Another year, another me. It’s a bit strange – I started this blog as a legitimate blog with some poems from time to time but over time it quickly became a place for me to publish pieces which I could not find homes for, or pieces I just wanted to let loose onto the world instead of being tethered to my notebook.
I can’t say that I’ve changed too much in the past 4 years – I feel like I’m still, at my core, the same kind of person I was, albeit somewhat happier. I do have my demons from time to time, but I’ve learned to invite them in for tea. I’ve learned to find a support network, to be able to rely on others, to be vulnerable and be soft. I’ve learned to relax (somewhat) although the stress of knowing the end to this path weighs heavy.
New Year’s Resolutions – I made some actual ones for once this year! We made resolutions while passing (and downing) a bottle of red wine – so we had to think of resolutions on the spot. I think I made 3 (but I can only remember 2):
- To see more, do more, experience more.

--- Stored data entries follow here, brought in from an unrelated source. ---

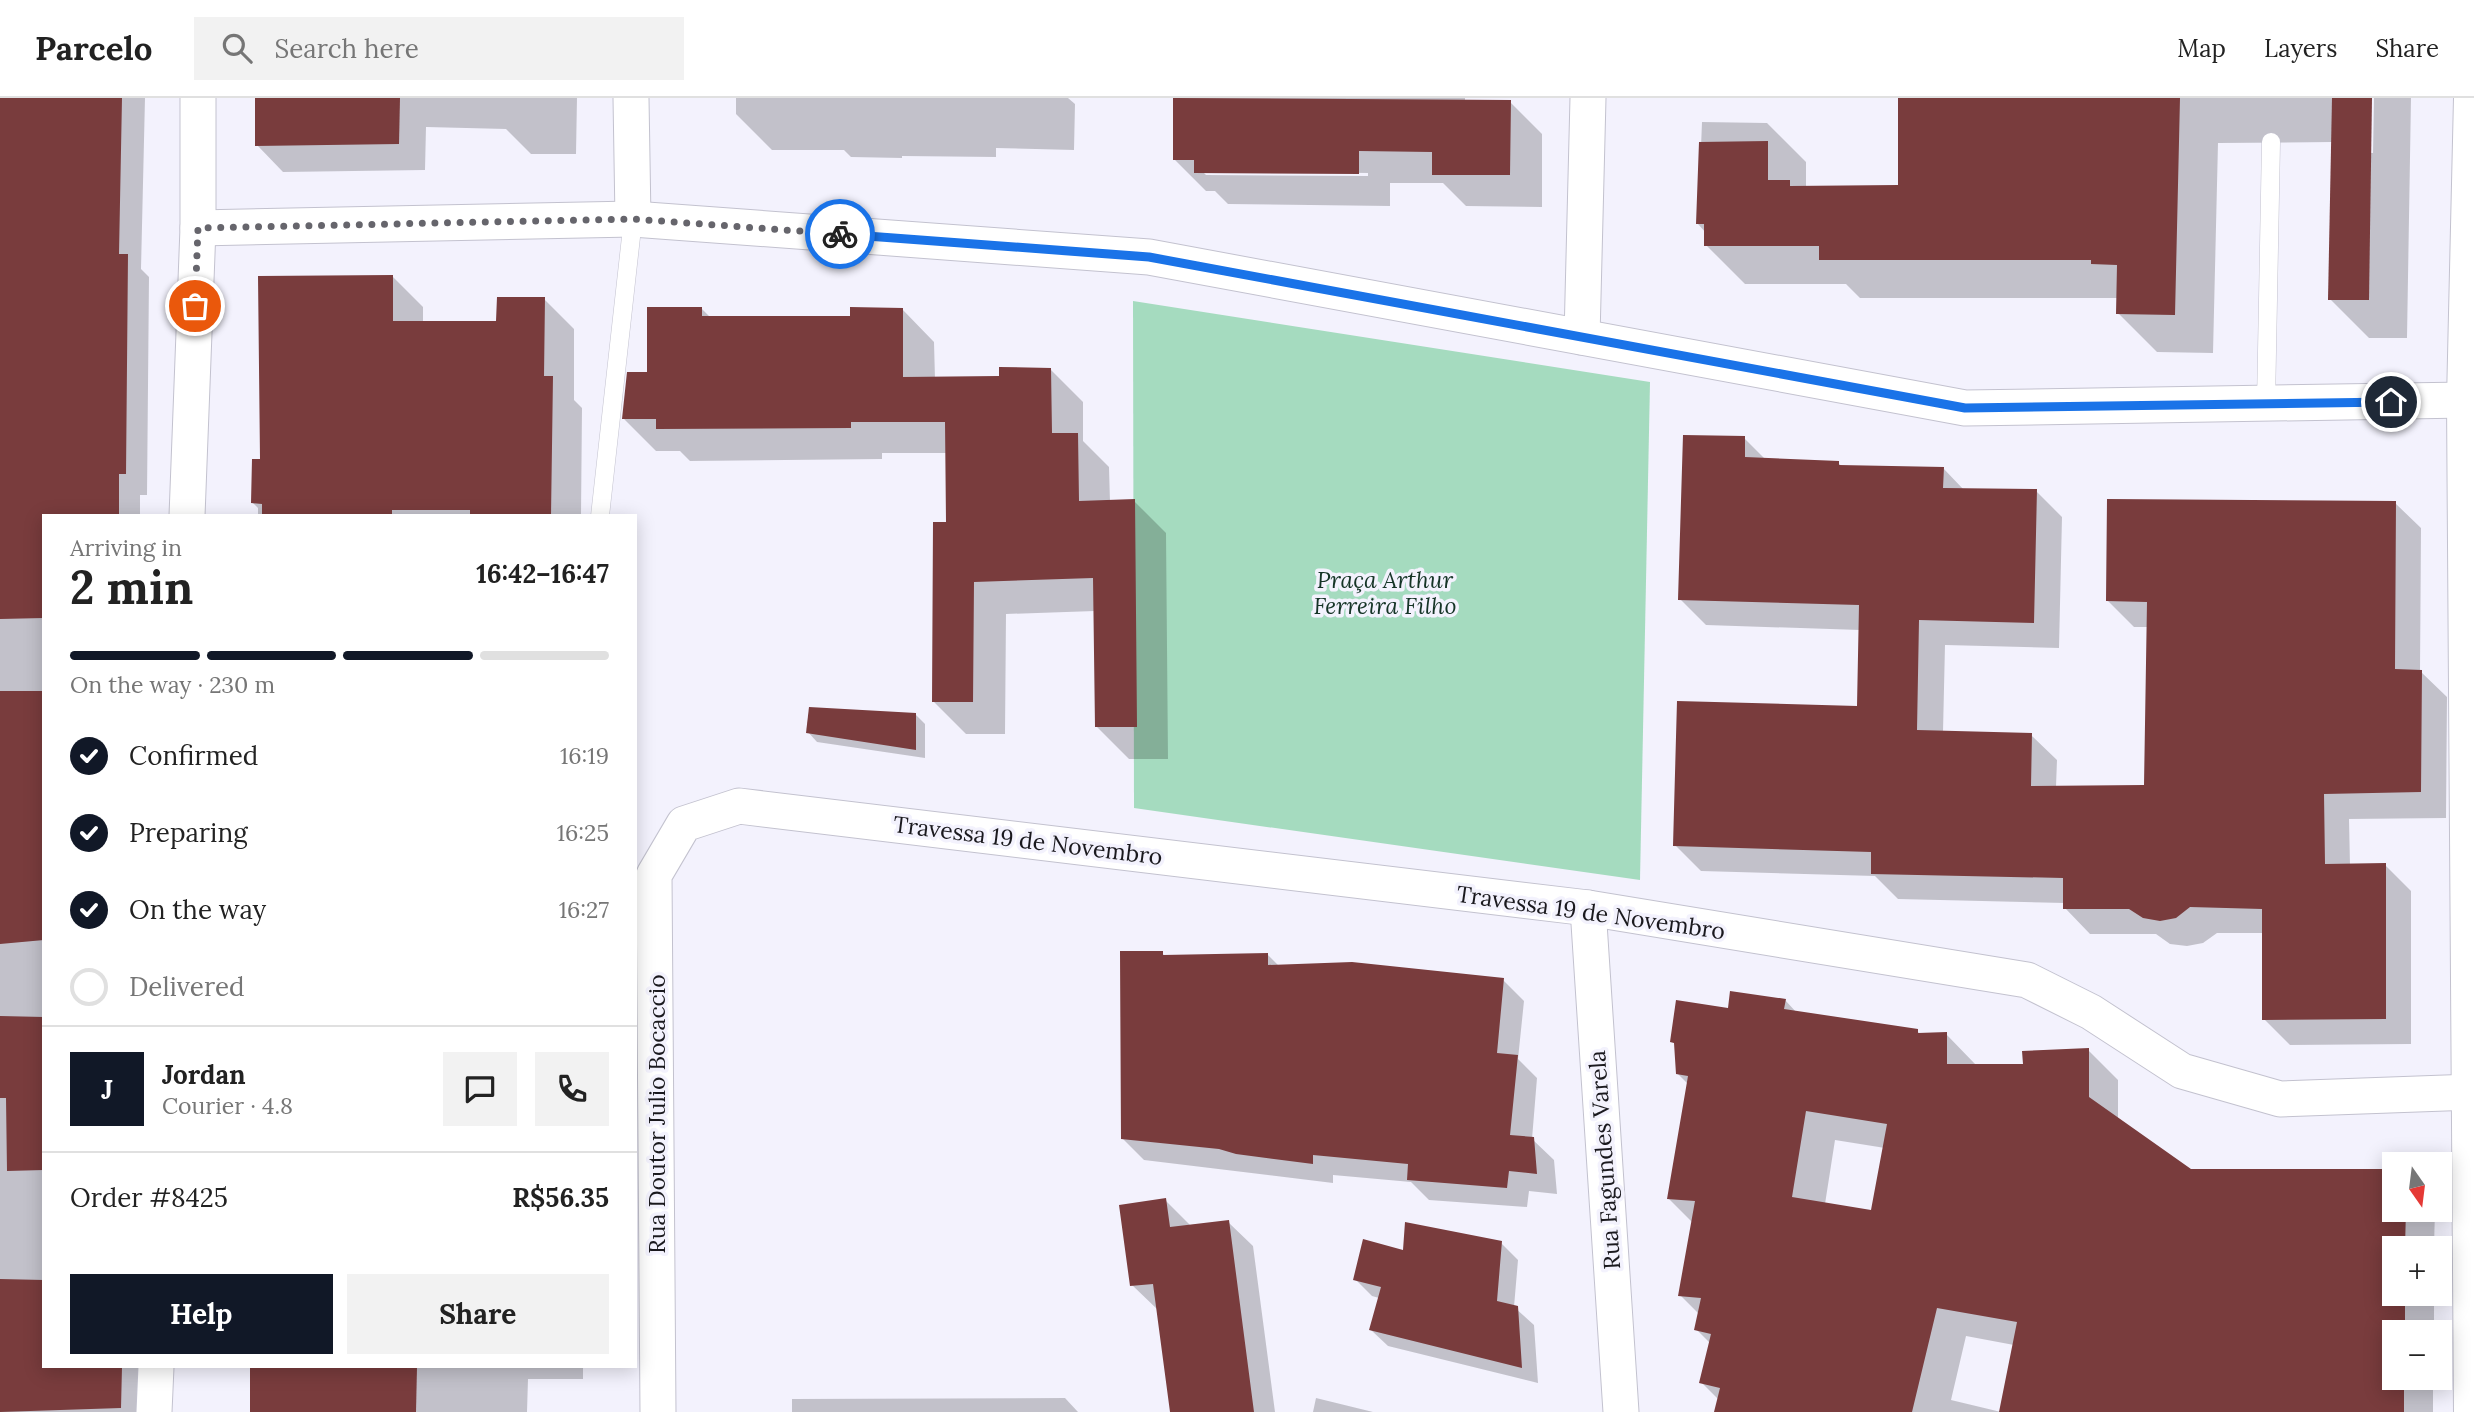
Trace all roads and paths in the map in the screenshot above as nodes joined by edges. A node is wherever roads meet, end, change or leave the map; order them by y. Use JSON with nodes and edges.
{"nodes":[{"id":1,"x":198,"y":98,"type":"edge"},
{"id":2,"x":631,"y":98,"type":"edge"},
{"id":3,"x":1588,"y":98,"type":"edge"},
{"id":4,"x":2473,"y":98,"type":"edge"},
{"id":5,"x":2271,"y":142,"type":"dead end"},
{"id":6,"x":633,"y":219,"type":"junction"},
{"id":7,"x":198,"y":228,"type":"junction"},
{"id":8,"x":1582,"y":337,"type":"junction"},
{"id":9,"x":2466,"y":400,"type":"junction"},
{"id":10,"x":2266,"y":404,"type":"junction"},
{"id":11,"x":187,"y":514,"type":"edge"},
{"id":12,"x":600,"y":514,"type":"edge"},
{"id":13,"x":684,"y":824,"type":"joint"},
{"id":14,"x":1588,"y":908,"type":"junction"},
{"id":15,"x":2473,"y":1092,"type":"edge"},
{"id":16,"x":156,"y":1368,"type":"edge"},
{"id":17,"x":155,"y":1412,"type":"edge"},
{"id":18,"x":658,"y":1412,"type":"edge"},
{"id":19,"x":1621,"y":1412,"type":"edge"},
{"id":20,"x":2473,"y":1412,"type":"edge"}],
"edges":[{"from":1,"to":7,"type":"street"},
{"from":2,"to":6,"type":"street"},
{"from":3,"to":8,"type":"street"},
{"from":4,"to":9,"type":"street"},
{"from":5,"to":10,"type":"lane"},
{"from":6,"to":7,"type":"street"},
{"from":6,"to":8,"type":"street"},
{"from":6,"to":12,"type":"lane"},
{"from":7,"to":11,"type":"street"},
{"from":8,"to":10,"type":"street"},
{"from":9,"to":10,"type":"street"},
{"from":9,"to":15,"type":"street"},
{"from":13,"to":14,"type":"street","name":"Travessa 19 de Novembro"},
{"from":13,"to":18,"type":"street","name":"Rua Doutor Julio Bocaccio"},
{"from":14,"to":15,"type":"street","name":"Travessa 19 de Novembro"},
{"from":14,"to":19,"type":"street","name":"Rua Fagundes Varela"},
{"from":15,"to":20,"type":"street"},
{"from":16,"to":17,"type":"street"}]}
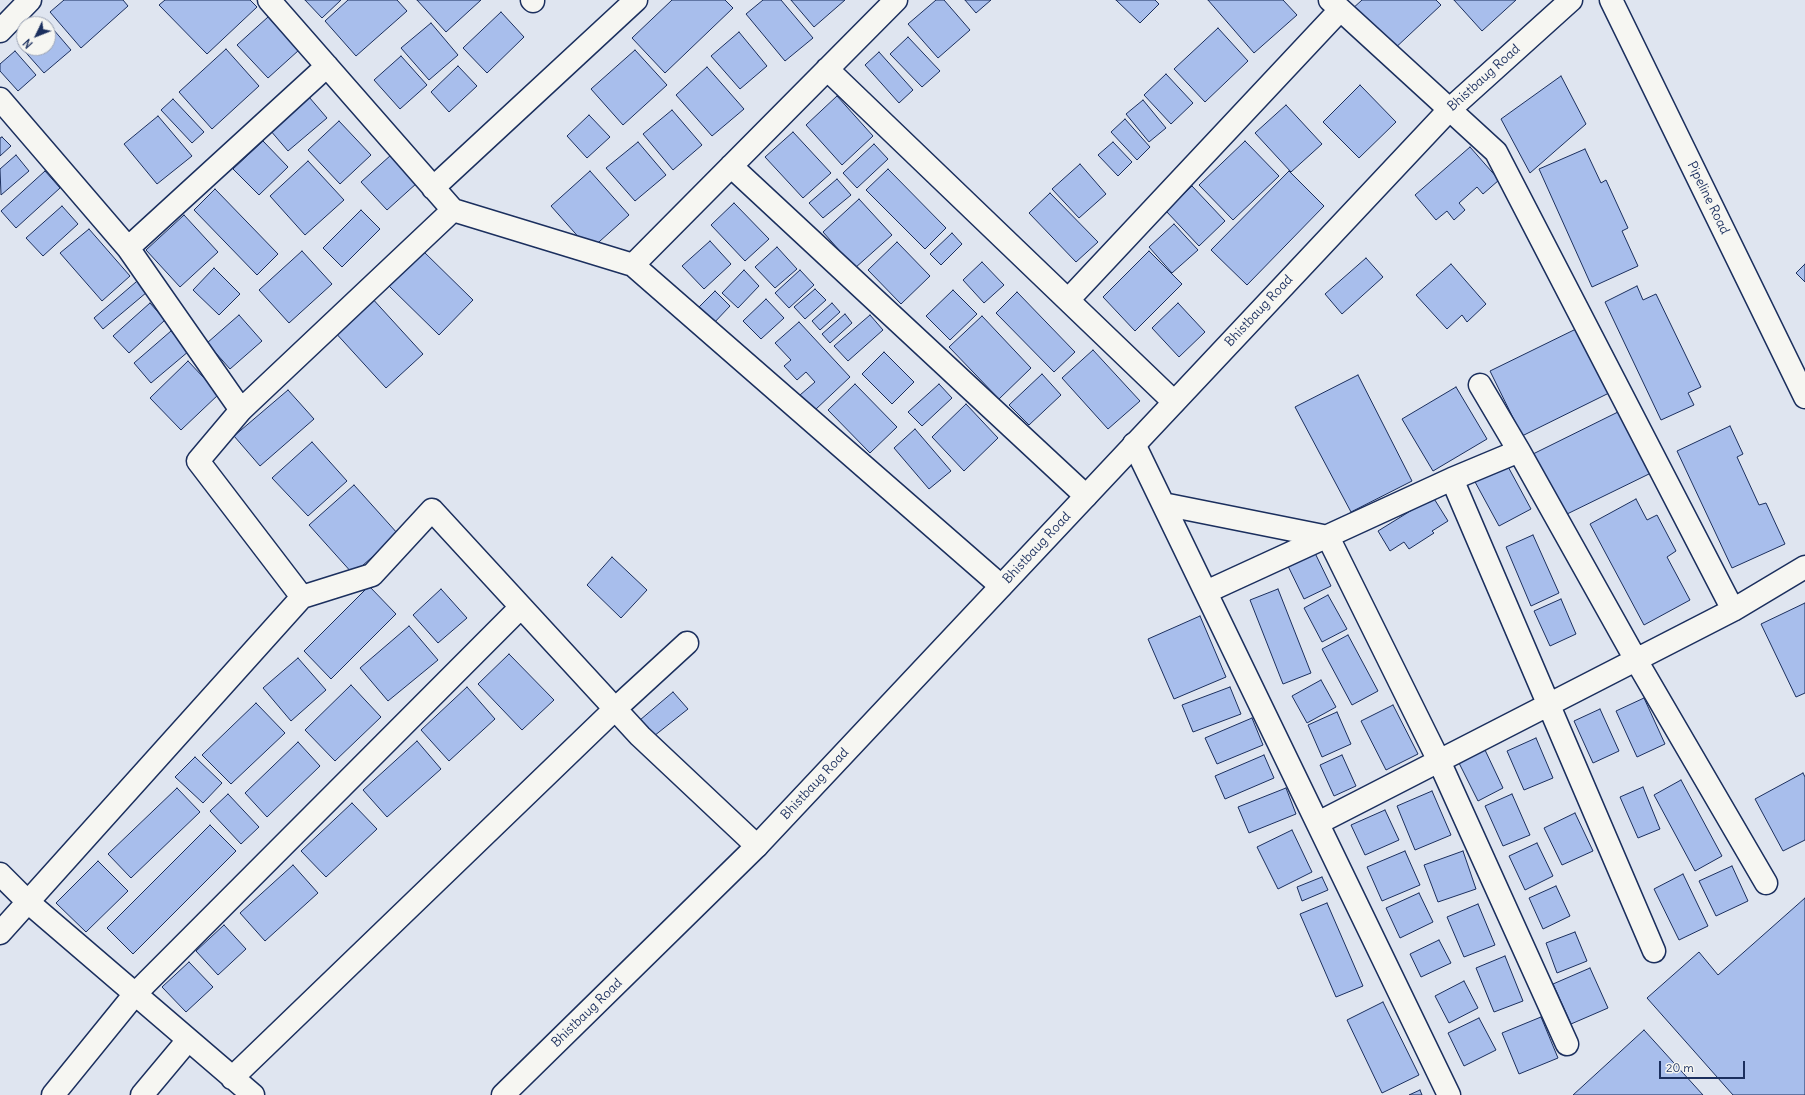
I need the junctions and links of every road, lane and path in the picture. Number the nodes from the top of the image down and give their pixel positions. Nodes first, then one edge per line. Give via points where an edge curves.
1 (30, 0) edge
2 (269, 0) edge
3 (636, 0) edge
4 (896, 0) edge
5 (1571, 0) edge
6 (1611, 0) edge
7 (1335, 5) edge
8 (0, 31) edge
9 (327, 66) junction
10 (827, 69) junction
11 (0, 98) edge
12 (1449, 110) junction
13 (731, 166) junction
14 (433, 188) junction
15 (453, 210) junction
16 (128, 248) junction
17 (633, 265) junction
18 (1068, 300) junction
19 (1480, 385) dead end
20 (1805, 397) edge
21 (1174, 402) junction
22 (241, 410) junction
23 (1134, 444) junction
24 (1519, 451) junction
25 (1452, 479) junction
26 (1086, 496) junction
27 (1163, 504) junction
28 (1328, 537) junction
29 (1805, 567) edge
30 (1001, 586) junction
31 (1206, 592) junction
32 (302, 597) junction
33 (521, 607) junction
34 (1733, 610) junction
35 (687, 644) dead end
36 (1636, 660) junction
37 (1549, 705) junction
38 (615, 709) junction
39 (1439, 761) junction
40 (1318, 823) junction
41 (757, 846) junction
42 (0, 874) edge
43 (1766, 883) dead end
44 (28, 902) junction
45 (0, 933) edge
46 (1654, 951) dead end
47 (135, 994) junction
48 (188, 1040) junction
49 (1567, 1044) dead end
50 (239, 1088) edge
51 (53, 1095) edge
52 (142, 1095) edge
53 (503, 1095) edge
54 (1449, 1095) edge

1 - 8 street
2 - 9 street
3 - 14 street
4 - 10 street
5 - 12 street, Bhistbaug Road
6 - 20 street, Pipeline Road
7 - 12 street
7 - 18 street
9 - 14 street
9 - 16 street
10 - 13 street
10 - 18 street
11 - 16 street
12 - 21 street, Bhistbaug Road
12 - 34 street via 1496,152
13 - 17 street
13 - 26 street
14 - 15 street
15 - 17 street
15 - 22 street
16 - 22 street
17 - 30 street
18 - 21 street
19 - 24 street
21 - 23 street, Bhistbaug Road
22 - 32 street via 198,461
23 - 26 street, Bhistbaug Road
23 - 27 street
24 - 25 street
24 - 36 street
25 - 28 street
25 - 37 street
26 - 30 street, Bhistbaug Road
27 - 28 street
27 - 31 street
28 - 31 street
28 - 39 street
29 - 34 street
30 - 41 street, Bhistbaug Road
31 - 40 street
32 - 33 street via 372,575 432,510
32 - 44 street
33 - 38 street
33 - 47 street
34 - 36 street
35 - 38 street
36 - 37 street
36 - 43 street
37 - 39 street
37 - 46 street
38 - 41 street via 640,736
38 - 50 street
39 - 40 street
39 - 49 street
40 - 54 street
41 - 53 street, Bhistbaug Road
42 - 44 street
44 - 45 street
44 - 47 street
47 - 48 street
47 - 51 street
48 - 50 street
48 - 52 street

I’m stepping out of my comfort zone really soon and I want to expand it even further. I want to be comfortable as who I am – I want to grow and grow.
- To be comfortable with showing affection to others. I keep thinking of myself as some kind of observer, lone wolf / background character kind of guy and I can’t help but make fun of people and generally avoid my feelings (if any) but this year I’m going to work on that. Last year I had some breakthroughs, even if short-lived, but I’m confident that I can make it this year. I want to be able to tell people I love them without having to go in such a roundabout fashion, I want to be close to people, I want to connect, I want to cross their paths once in a while on purpose, etc.
Writing wise – I’ve been in a slump for some time. I keep reverting back to familiar topics of writing and I have little inspiration to write beyond that. Everything I’ve thought of feels very contrived – especially when I’ve been trying to actively submit my work to journals and competitions. Granted, winning the Arts House competition was great (as it forced me to write 10 ekphrastic poems! wow!) but I feel like my peers were so much better. All of these make me want to write even more – my end-goal is still the manuscript, but can I get it done by April?
As such, here are my writing goals:
- To develop something I can comfortably call my ‘writing style’;
- To broaden my topics and themes;
- To finalise a satisfactory manuscript halfway through April.
One might wonder – who the fuck cares what your resolutions are? You might be a friend, or a random stranger who stumbled upon this blog. In either case, I hope that in the act of posting these publicly, that I can find the courage in my heart not to run away from these goals. I want fulfillment, I want success, I want so much and I know I have to work hard to get those.